ASSIGNED TASK: From the first line to the last, retype the records exactly and skip the pictures.

▼

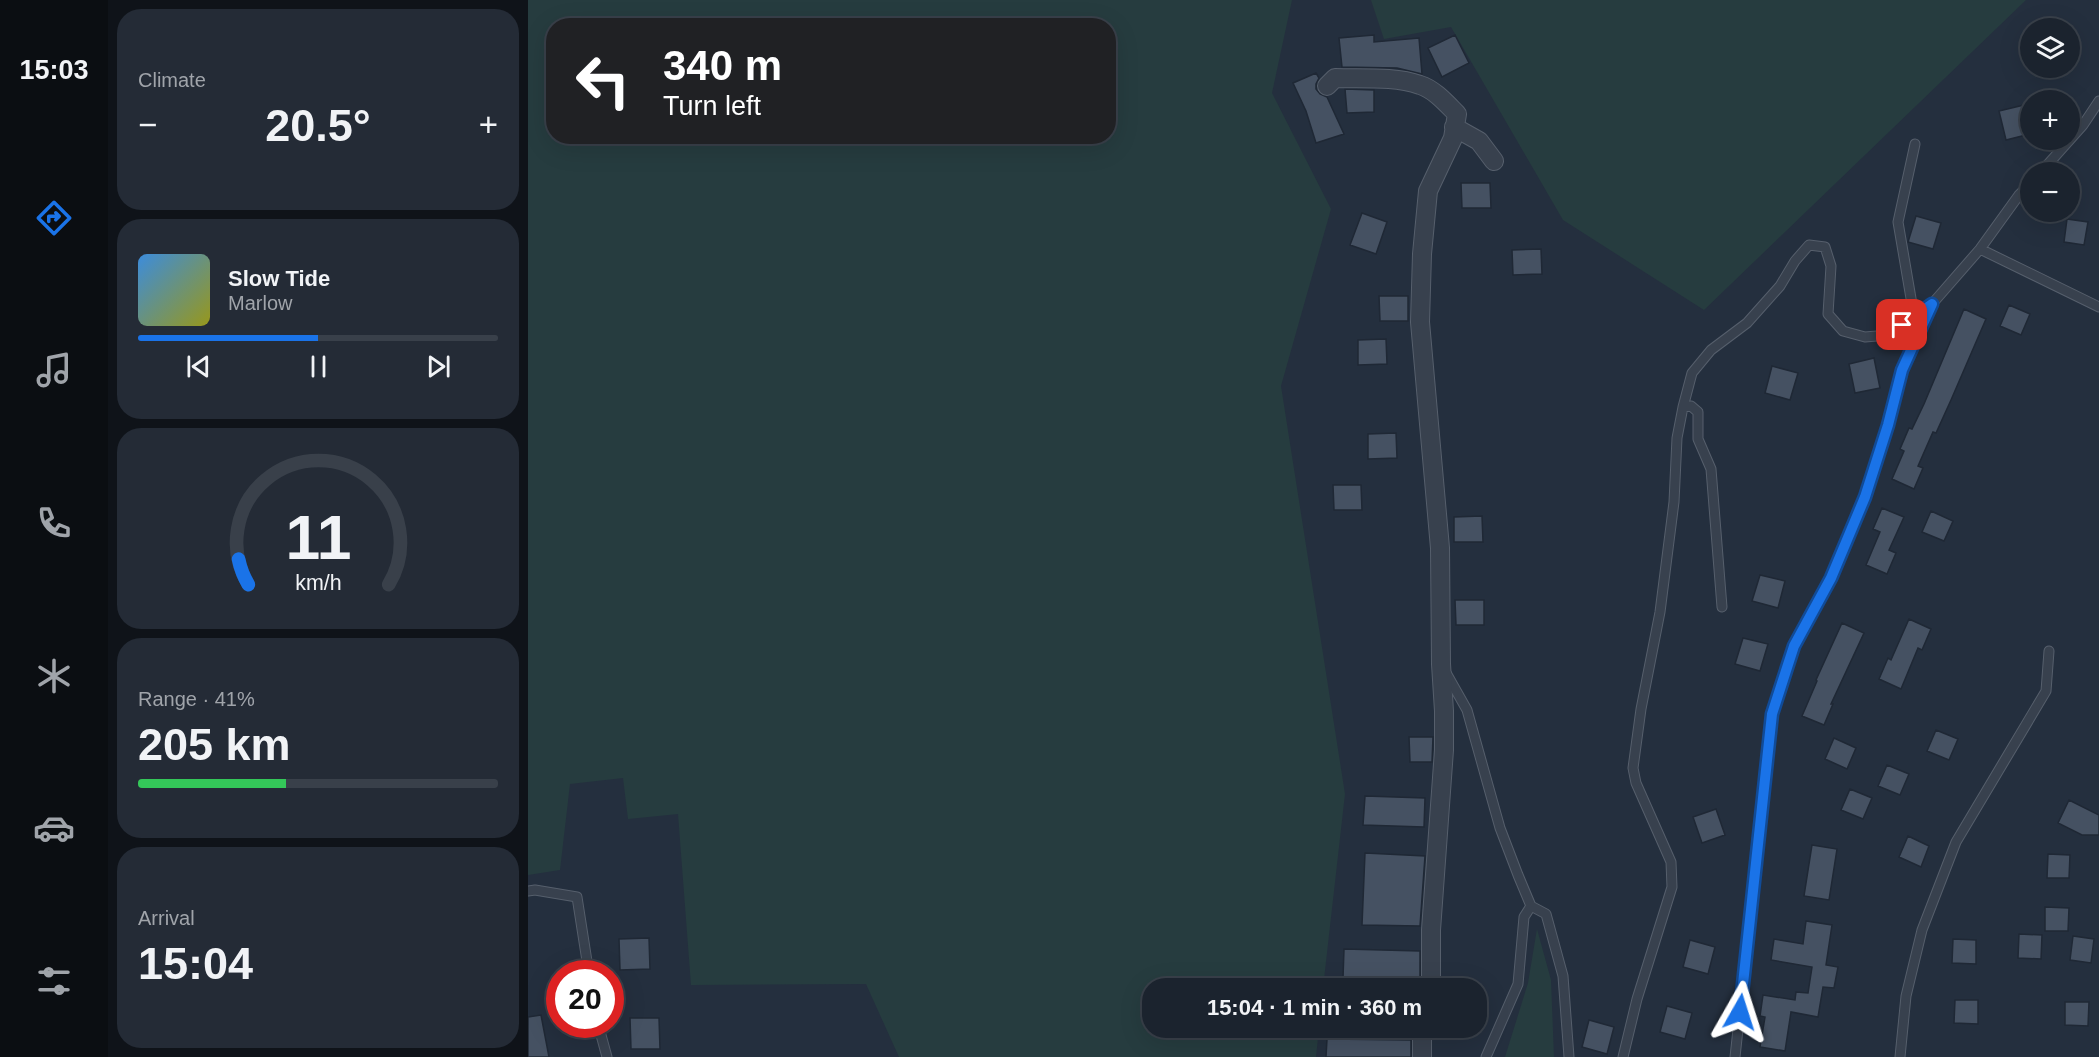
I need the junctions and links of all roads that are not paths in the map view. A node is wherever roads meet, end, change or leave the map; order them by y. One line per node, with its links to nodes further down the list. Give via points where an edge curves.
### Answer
1 (1327, 86): 3 (street, via 1335,78 1421,85 1457,114)
2 (2099, 101): 6 (lane)
3 (1454, 127): 5 (street, via 1479,141); 15 (street, via 1453,138 1428,191 1420,322 1440,548)
4 (1915, 144): 11 (lane, via 1898,222)
5 (1494, 161)
6 (2050, 162)
7 (2020, 194): 8 (lane)
8 (1980, 249): 9 (lane); 10 (lane)
9 (1932, 304): 11 (lane); 31 (lane, via 1902,370 1865,497 1831,578 1794,646 1772,714)
10 (2099, 307)
11 (1914, 316): 12 (lane, via 1889,335 1865,337 1843,331 1828,314 1831,266 1825,247 1809,245 1747,323 1711,350 1692,373)
12 (1683, 407): 13 (lane, via 1691,406 1698,412 1698,439 1711,469); 30 (lane, via 1660,612 1632,768 1671,862 1672,886)
13 (1722, 607)
14 (2049, 651): 32 (lane, via 2046,691 1956,842 1922,930 1906,996)
15 (1441, 664): 18 (lane, via 1467,710 1500,828); 21 (street, via 1444,750)
16 (1431, 793): 20 (street, via 1432,853)
17 (528, 891): 19 (lane, via 577,897)
18 (1531, 906): 28 (lane, via 1524,917 1518,984); 29 (lane, via 1546,914 1563,976)
19 (587, 960)
20 (1425, 978)
21 (1431, 978)
22 (602, 1038): 25 (lane)
23 (1422, 1038): 26 (street)
24 (1431, 1038): 27 (street)
25 (607, 1057)
26 (1422, 1057)
27 (1432, 1057)
28 (1486, 1057)
29 (1569, 1057)
30 (1623, 1057)
31 (1735, 1057)
32 (1900, 1057)

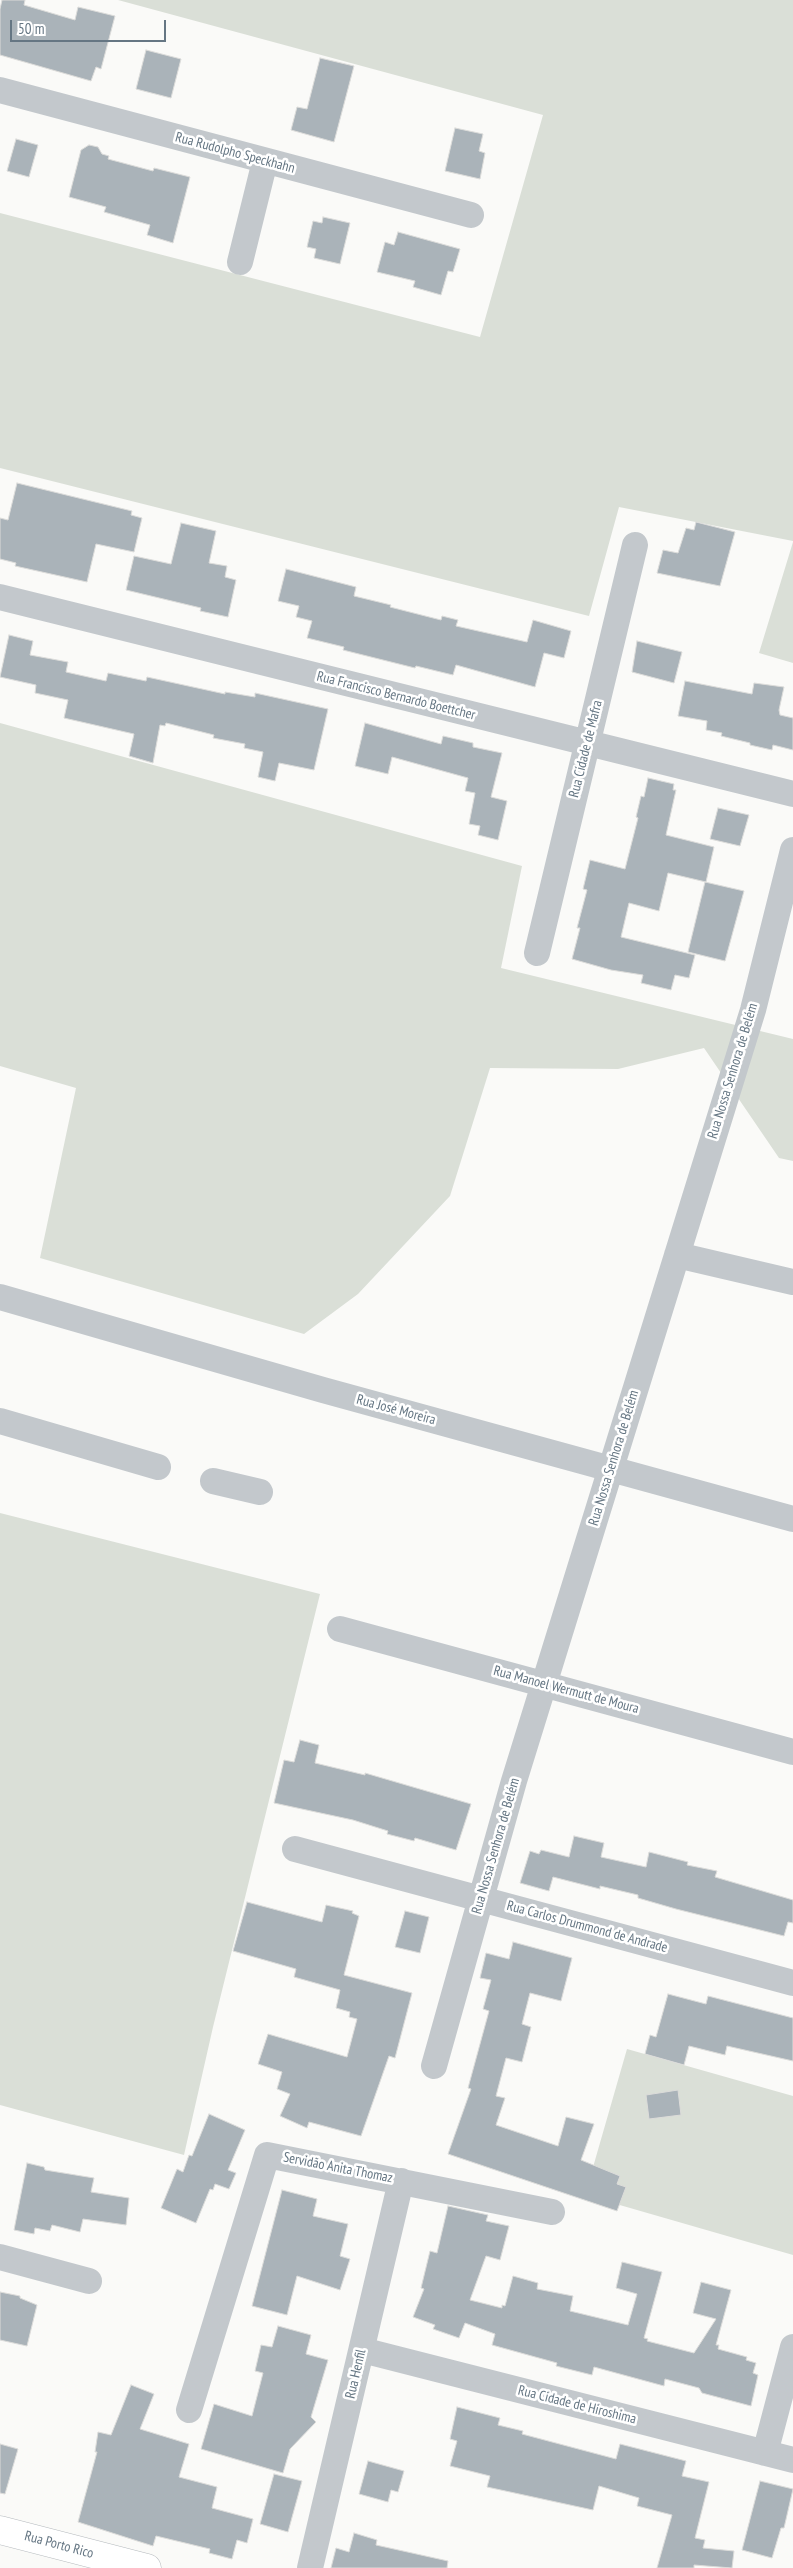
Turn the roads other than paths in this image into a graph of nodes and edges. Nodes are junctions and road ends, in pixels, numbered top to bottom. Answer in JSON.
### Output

▲

RESULT BELOW:
I need the junctions and links of all roads that are not paths in the map view. A node is wherever roads meet, end, change or leave the map; order them by y. One line per node, with its links to nodes further down the list. Give via points where an edge curves.
### Answer
1 (1327, 86): 3 (street, via 1335,78 1421,85 1457,114)
2 (2099, 101): 6 (lane)
3 (1454, 127): 5 (street, via 1479,141); 15 (street, via 1453,138 1428,191 1420,322 1440,548)
4 (1915, 144): 11 (lane, via 1898,222)
5 (1494, 161)
6 (2050, 162)
7 (2020, 194): 8 (lane)
8 (1980, 249): 9 (lane); 10 (lane)
9 (1932, 304): 11 (lane); 31 (lane, via 1902,370 1865,497 1831,578 1794,646 1772,714)
10 (2099, 307)
11 (1914, 316): 12 (lane, via 1889,335 1865,337 1843,331 1828,314 1831,266 1825,247 1809,245 1747,323 1711,350 1692,373)
12 (1683, 407): 13 (lane, via 1691,406 1698,412 1698,439 1711,469); 30 (lane, via 1660,612 1632,768 1671,862 1672,886)
13 (1722, 607)
14 (2049, 651): 32 (lane, via 2046,691 1956,842 1922,930 1906,996)
15 (1441, 664): 18 (lane, via 1467,710 1500,828); 21 (street, via 1444,750)
16 (1431, 793): 20 (street, via 1432,853)
17 (528, 891): 19 (lane, via 577,897)
18 (1531, 906): 28 (lane, via 1524,917 1518,984); 29 (lane, via 1546,914 1563,976)
19 (587, 960)
20 (1425, 978)
21 (1431, 978)
22 (602, 1038): 25 (lane)
23 (1422, 1038): 26 (street)
24 (1431, 1038): 27 (street)
25 (607, 1057)
26 (1422, 1057)
27 (1432, 1057)
28 (1486, 1057)
29 (1569, 1057)
30 (1623, 1057)
31 (1735, 1057)
32 (1900, 1057)

Turn the roads other than paths in this image into a graph of nodes and edges. Nodes are junctions and road ends, in pixels, numbered top to bottom. Answer in JSON.
### Output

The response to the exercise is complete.